WORK REQUEST:
Lines containing the string "roads": how many are there below? Answer with the number only.

Top of RECORDS FOR THE TASK

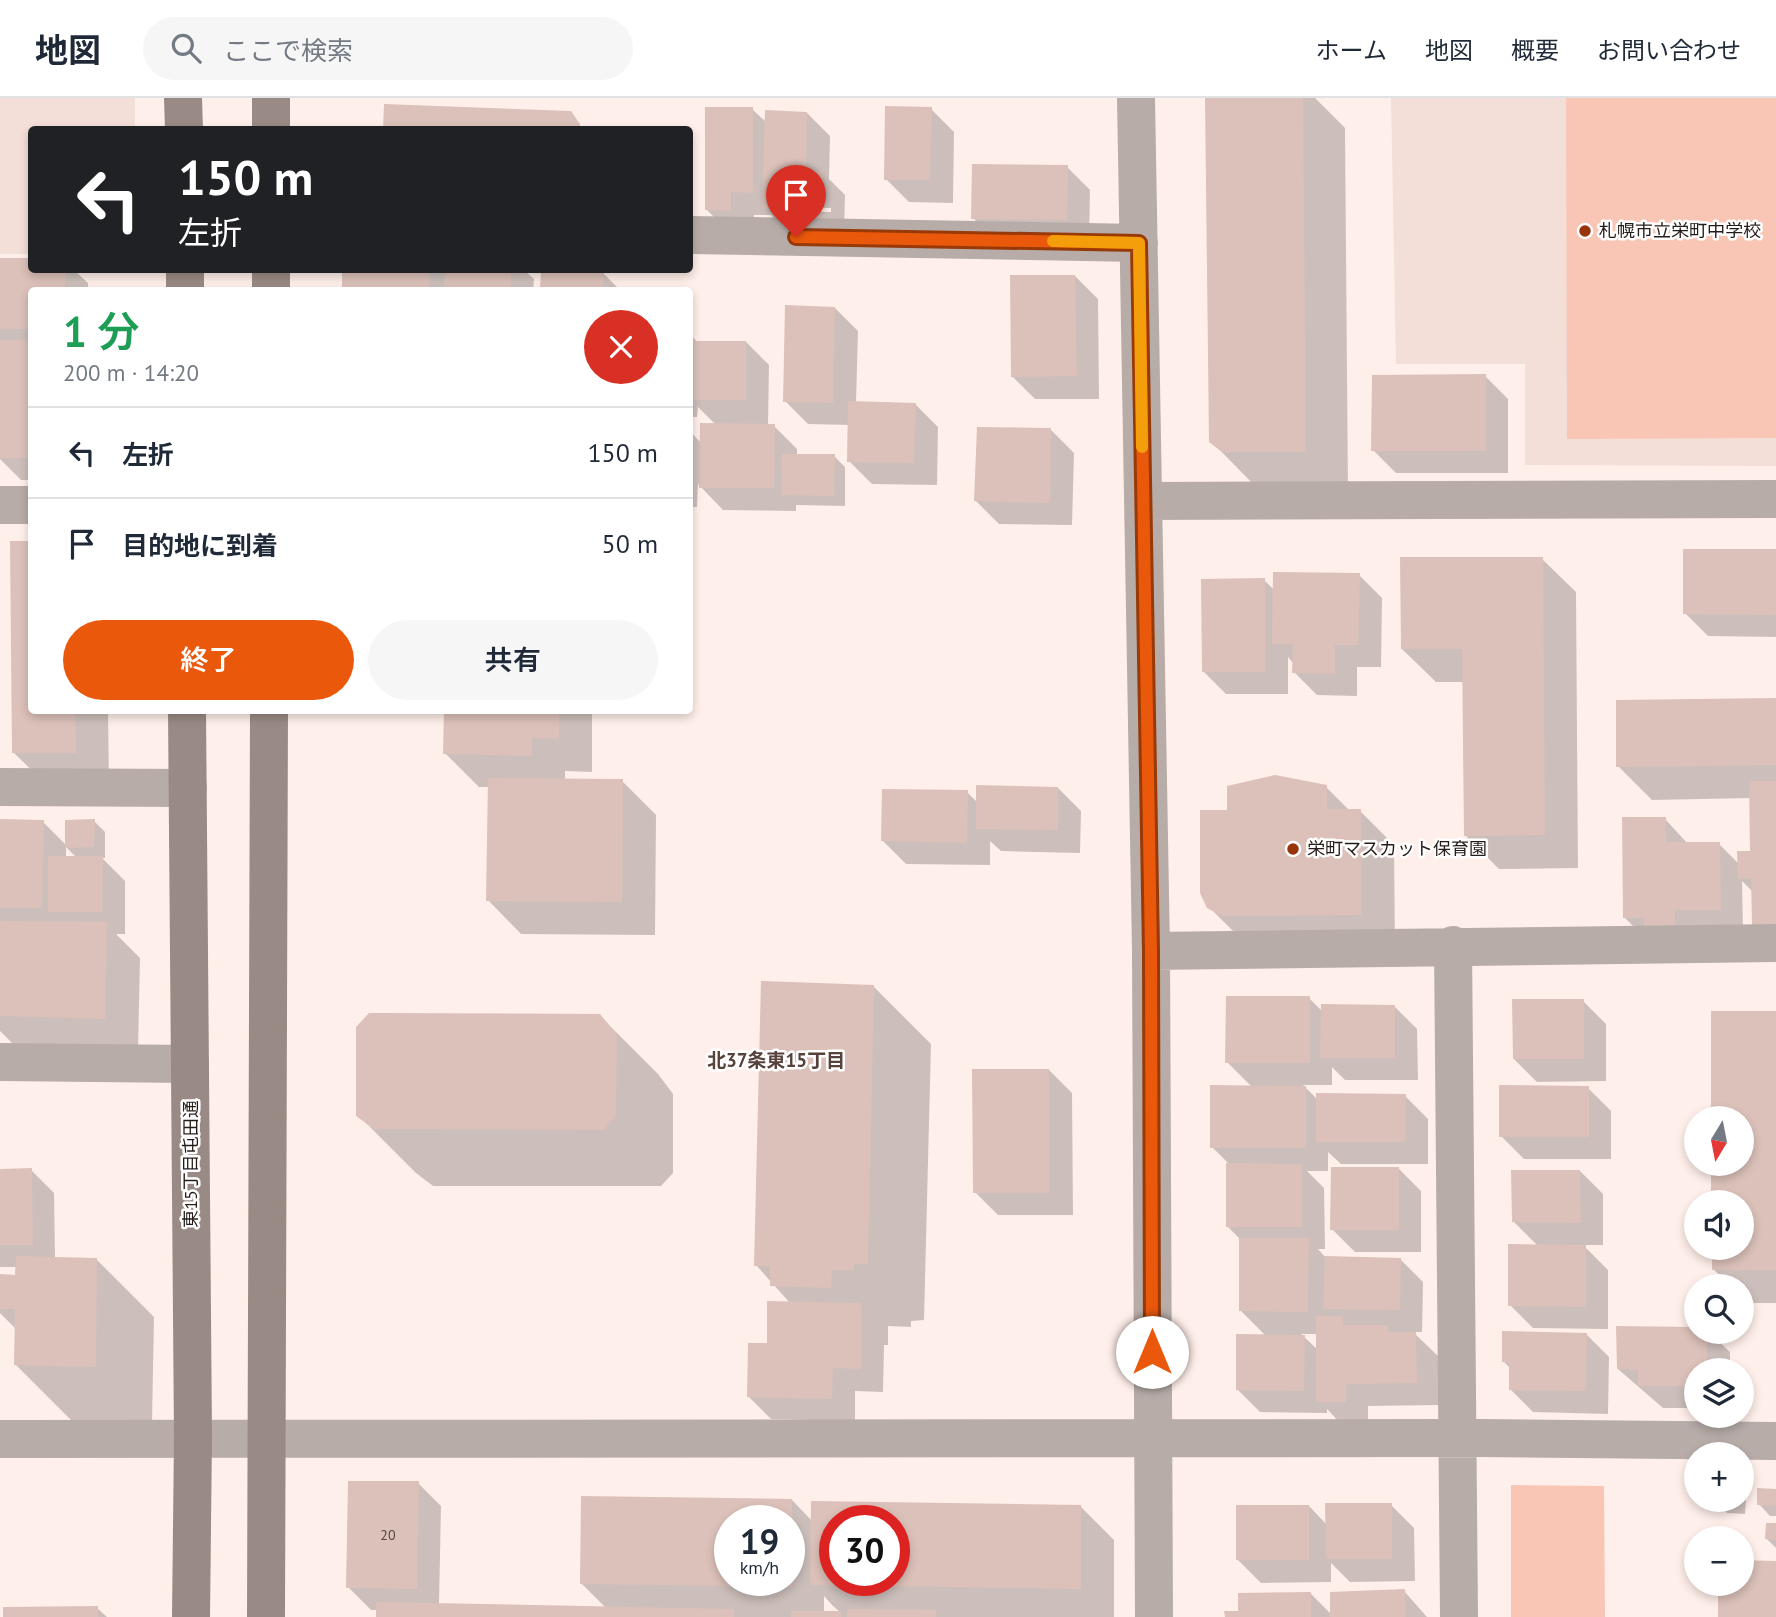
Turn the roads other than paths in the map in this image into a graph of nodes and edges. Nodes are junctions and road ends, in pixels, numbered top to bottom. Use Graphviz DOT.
graph roads {
  1 [pos="183,98"];
  2 [pos="271,98"];
  3 [pos="1136,98"];
  4 [pos="184,126"];
  5 [pos="271,126"];
  6 [pos="693,235"];
  7 [pos="1139,243"];
  8 [pos="1776,499"];
  9 [pos="1143,501"];
  10 [pos="0,505"];
  11 [pos="28,505"];
  12 [pos="187,714"];
  13 [pos="269,714"];
  14 [pos="0,787"];
  15 [pos="188,788"];
  16 [pos="1776,943"];
  17 [pos="1453,946"];
  18 [pos="1151,951"];
  19 [pos="0,1062"];
  20 [pos="190,1064"];
  21 [pos="193,1437"];
  22 [pos="1457,1438"];
  23 [pos="0,1439"];
  24 [pos="267,1439"];
  25 [pos="1152,1439"];
  26 [pos="1776,1441"];
  27 [pos="191,1617"];
  28 [pos="266,1617"];
  29 [pos="1154,1617"];
  30 [pos="1459,1617"];
  1 -- 4 [label="street"];
  2 -- 5 [label="street"];
  3 -- 7 [label="street"];
  6 -- 7 [label="street"];
  7 -- 9 [label="street"];
  8 -- 9 [label="street"];
  9 -- 18 [label="street"];
  10 -- 11 [label="street"];
  12 -- 15 [label="street, 東15丁目屯田通"];
  13 -- 24 [label="street"];
  14 -- 15 [label="street"];
  15 -- 20 [label="street, 東15丁目屯田通"];
  16 -- 17 [label="street"];
  17 -- 18 [label="street"];
  17 -- 22 [label="street"];
  18 -- 25 [label="street"];
  19 -- 20 [label="street"];
  20 -- 21 [label="street, 東15丁目屯田通"];
  21 -- 23 [label="street"];
  21 -- 24 [label="street"];
  21 -- 27 [label="street, 東15丁目屯田通"];
  22 -- 25 [label="street"];
  22 -- 26 [label="street"];
  22 -- 30 [label="street"];
  24 -- 25 [label="street"];
  24 -- 28 [label="street"];
  25 -- 29 [label="street"];
}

Bottom of RECORDS FOR THE TASK

TASK RESULT:
2